Vigilancia y profunda oración
necesitas en la tentación.
¡Es tan fácil perder el camino!».

Ante tal reprimenda y sermón
yo no supe ni qué contestarle.
Sólo vi que otra vez se alejó
a elevar su plegaria anterior
hacia Aquél que podría escucharle.

«Sí que está exagerando el Señor»
susurré cuando ya se hubo ido.
«Hoy no quiero más loca emoción.
Que me dejen dormir, ¡maldición!;
Ya habrá tiempo de rezos y ruidos».


Mas entonces la hora sonó
avivando enteras colmenas.
Un chispazo alumbró mi sopor:
vi un enjambre que al Huerto llegó
arrastrando su odio y cadenas.

Mientras iba cobrando el vigor
de mi cuerpo aún entumido,
vi que Judas a Cristo besó,
entregando así a Moloc,
a Quien siempre le amó como amigo.

Tras aquello, la chispa encendió
y saqué de la vaina el acero.
Pedí ayuda y nadie acudió:
ni Santiago, ni Juan, ni Simón,
ni Tomás, ni Andrés, ni Mateo.


Todo entero, mi cuerpo tembló
pero no me sentí amedrentado.
Me lancé con incierto furor,
una oreja mi rabia cortó:
era un pez convertido en soldado.

Aun entonces, Jesús dijo: «¡No!,
guarda pronto la espada en su funda.
¿Qué no ves que es designio de Dios?
Y aunque puedo, no pido el favor
a mi Padre de enviarme su ayuda».

No entendía aquella razón
mas sus ojos en mí se clavaron.
¡Fue como una punzada de sol!
Y no supe más qué sucedió:
Sólo sé que corrí asustado.

Pero algo en mí retumbó
Agitando mi oscura soberbia
¡Mi promesa de no ser traidor!
Y volviéndome la presunción,
inicié otra vez la comedia.

Me encontré frente a un gran portón
de la casa de Anás, sacerdote.
Al tocar, pronto alguien abrió…
Pero, ¡basta!

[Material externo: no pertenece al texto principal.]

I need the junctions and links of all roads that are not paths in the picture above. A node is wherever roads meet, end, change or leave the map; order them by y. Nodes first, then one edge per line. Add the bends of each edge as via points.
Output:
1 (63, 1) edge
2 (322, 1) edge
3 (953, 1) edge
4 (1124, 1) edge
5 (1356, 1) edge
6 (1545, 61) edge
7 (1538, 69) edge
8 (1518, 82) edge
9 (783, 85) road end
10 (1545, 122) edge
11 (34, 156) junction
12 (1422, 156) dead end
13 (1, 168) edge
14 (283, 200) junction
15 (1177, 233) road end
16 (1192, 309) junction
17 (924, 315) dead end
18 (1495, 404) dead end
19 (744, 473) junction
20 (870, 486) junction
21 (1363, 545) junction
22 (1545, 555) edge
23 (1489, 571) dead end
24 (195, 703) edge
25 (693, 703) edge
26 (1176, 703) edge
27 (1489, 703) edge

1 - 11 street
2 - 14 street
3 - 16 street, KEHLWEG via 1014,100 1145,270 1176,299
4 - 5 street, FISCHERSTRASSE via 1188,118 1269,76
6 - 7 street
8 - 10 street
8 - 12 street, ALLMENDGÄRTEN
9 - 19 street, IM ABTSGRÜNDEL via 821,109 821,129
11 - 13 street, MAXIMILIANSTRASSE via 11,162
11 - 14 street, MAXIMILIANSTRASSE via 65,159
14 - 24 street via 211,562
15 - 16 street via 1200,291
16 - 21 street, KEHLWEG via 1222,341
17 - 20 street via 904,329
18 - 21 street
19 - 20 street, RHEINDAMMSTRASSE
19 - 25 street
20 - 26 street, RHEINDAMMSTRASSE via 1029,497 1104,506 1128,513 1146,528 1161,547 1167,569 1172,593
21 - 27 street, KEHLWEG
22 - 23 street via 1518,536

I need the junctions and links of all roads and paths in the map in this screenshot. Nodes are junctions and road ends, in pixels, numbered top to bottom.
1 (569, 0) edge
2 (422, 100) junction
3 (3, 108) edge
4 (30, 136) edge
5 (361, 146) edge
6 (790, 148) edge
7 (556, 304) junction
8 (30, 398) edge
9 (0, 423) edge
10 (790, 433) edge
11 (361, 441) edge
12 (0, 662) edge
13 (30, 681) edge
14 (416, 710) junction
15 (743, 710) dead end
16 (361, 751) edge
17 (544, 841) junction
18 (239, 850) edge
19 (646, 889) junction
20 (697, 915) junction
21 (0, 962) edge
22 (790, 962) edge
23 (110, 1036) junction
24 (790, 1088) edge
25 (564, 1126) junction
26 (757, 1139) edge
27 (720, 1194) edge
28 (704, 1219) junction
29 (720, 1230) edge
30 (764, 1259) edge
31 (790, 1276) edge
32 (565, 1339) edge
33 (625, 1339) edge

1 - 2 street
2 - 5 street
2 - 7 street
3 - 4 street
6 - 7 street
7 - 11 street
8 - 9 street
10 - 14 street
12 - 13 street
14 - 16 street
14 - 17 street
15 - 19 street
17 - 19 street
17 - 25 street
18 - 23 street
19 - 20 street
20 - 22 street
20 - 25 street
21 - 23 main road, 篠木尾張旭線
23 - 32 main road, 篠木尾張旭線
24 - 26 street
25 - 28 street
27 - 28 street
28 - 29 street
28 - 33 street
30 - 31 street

No puedo, Señor.
Recordarlo es peor que un azote.

 A quien dio Jesucristo el honor
de llevar el timón y la vela
al que hace tres años llamó,
ese Kefas, su gran Pescador,
le negó ante una vil mujerzuela.
 

Muy puntual, el buen gallo cantó
Repicando mi triste conciencia.
Se partió en dos mi corazón:
Descubrí que era débil mi amor.
¡Qué dolor, de verdad! ¡Qué vergüenza!

Y no obstante, aprendí una lección
cuyo ungüento sana algo mi herida:
«Vigilancia y profunda oración».
¡No mis fuerzas, no el hambre de acción!
Esta es, ya, mi regla en la vida.

Más allá del torrente Cedrón
en el puesto en que fue nuestra Cena
lloro, rezo y pido perdón,
y esperando su Resurrección,
va calmándose un poco mi pena.

3 comentarios:

  1. Es muy hermoso, como ponernos en la piel de quien lleva el peso de haber negado a Jesús, cómo juzgarle? si lo mas probable es que hubieramos hecho lo mismo...
    Gracias por dejar el bochorno de lado y compartirnos este poema... Estaré esperando por más.